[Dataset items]
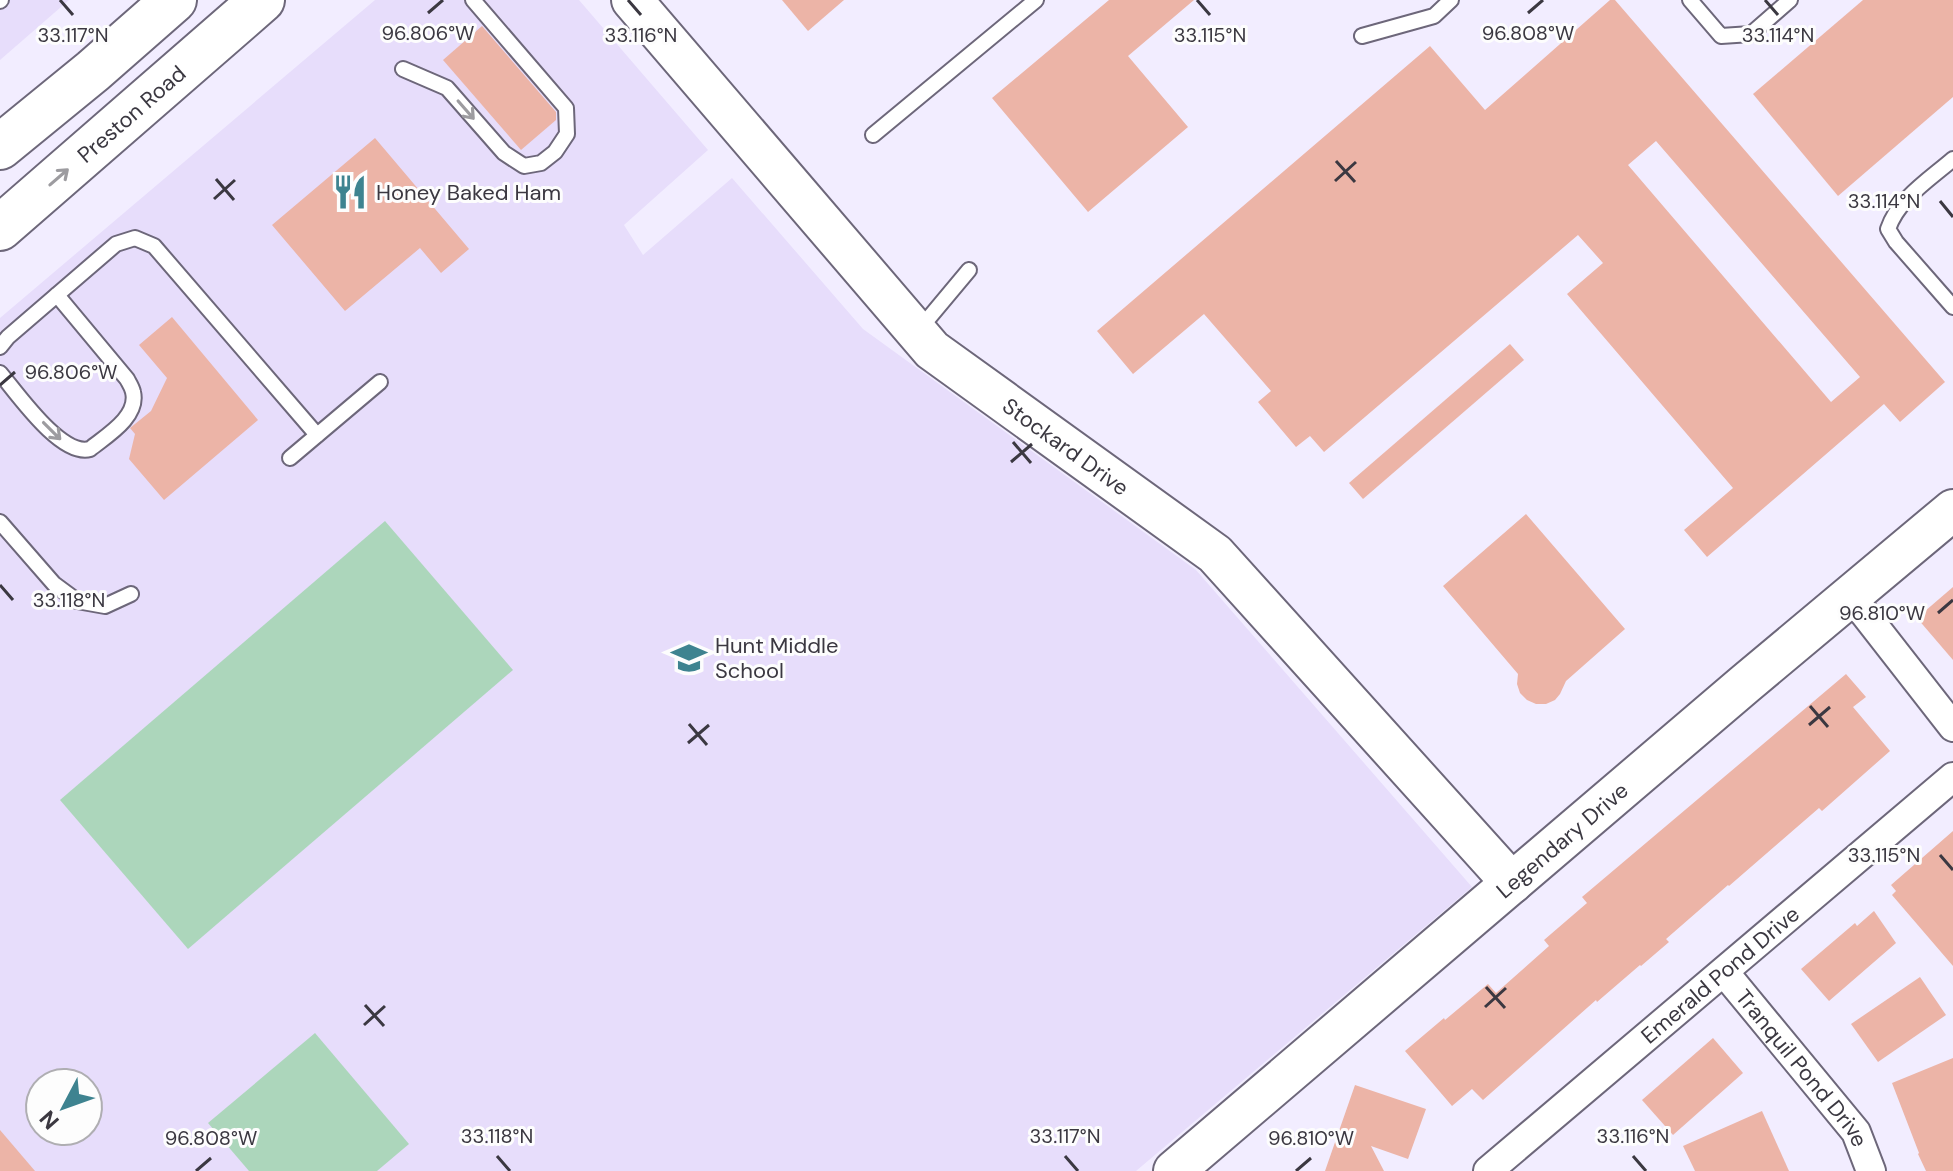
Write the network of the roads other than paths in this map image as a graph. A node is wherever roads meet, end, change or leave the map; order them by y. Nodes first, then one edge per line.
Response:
1 (174, 0) edge
2 (262, 0) edge
3 (473, 0) edge
4 (632, 0) edge
5 (1036, 0) edge
6 (1451, 0) edge
7 (1690, 0) edge
8 (1790, 0) edge
9 (1362, 36) dead end
10 (403, 69) dead end
11 (873, 135) dead end
12 (0, 147) edge
13 (1953, 159) edge
14 (0, 228) edge
15 (969, 270) dead end
16 (57, 295) junction
17 (1953, 307) edge
18 (917, 332) junction
19 (0, 347) edge
20 (0, 373) edge
21 (380, 382) dead end
22 (317, 435) junction
23 (290, 458) dead end
24 (1953, 510) edge
25 (3, 531) edge
26 (131, 594) dead end
27 (1850, 595) junction
28 (1953, 727) edge
29 (1953, 777) edge
30 (1512, 883) junction
31 (1724, 972) junction
32 (1174, 1171) edge
33 (1488, 1171) edge
34 (1871, 1171) edge

1 - 12 main road
14 -> 2 main road, Preston Road
10 -> 3 lane
4 - 18 street, Stockard Drive
5 - 11 lane
6 - 9 lane
7 - 8 lane
13 - 17 lane
15 - 18 lane
16 - 19 lane
20 -> 16 lane
16 - 22 lane
18 - 30 street, Stockard Drive
21 - 22 lane
22 - 23 lane
24 - 27 street, Legendary Drive
25 - 26 lane
27 - 28 street
27 - 30 street, Legendary Drive
29 - 31 street, Emerald Pond Drive
30 - 32 street, Legendary Drive
31 - 33 street, Emerald Pond Drive
31 - 34 street, Tranquil Pond Drive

Work to complete |
Say how many lines above contain "main", and give no words besides the number.

Answer space |
2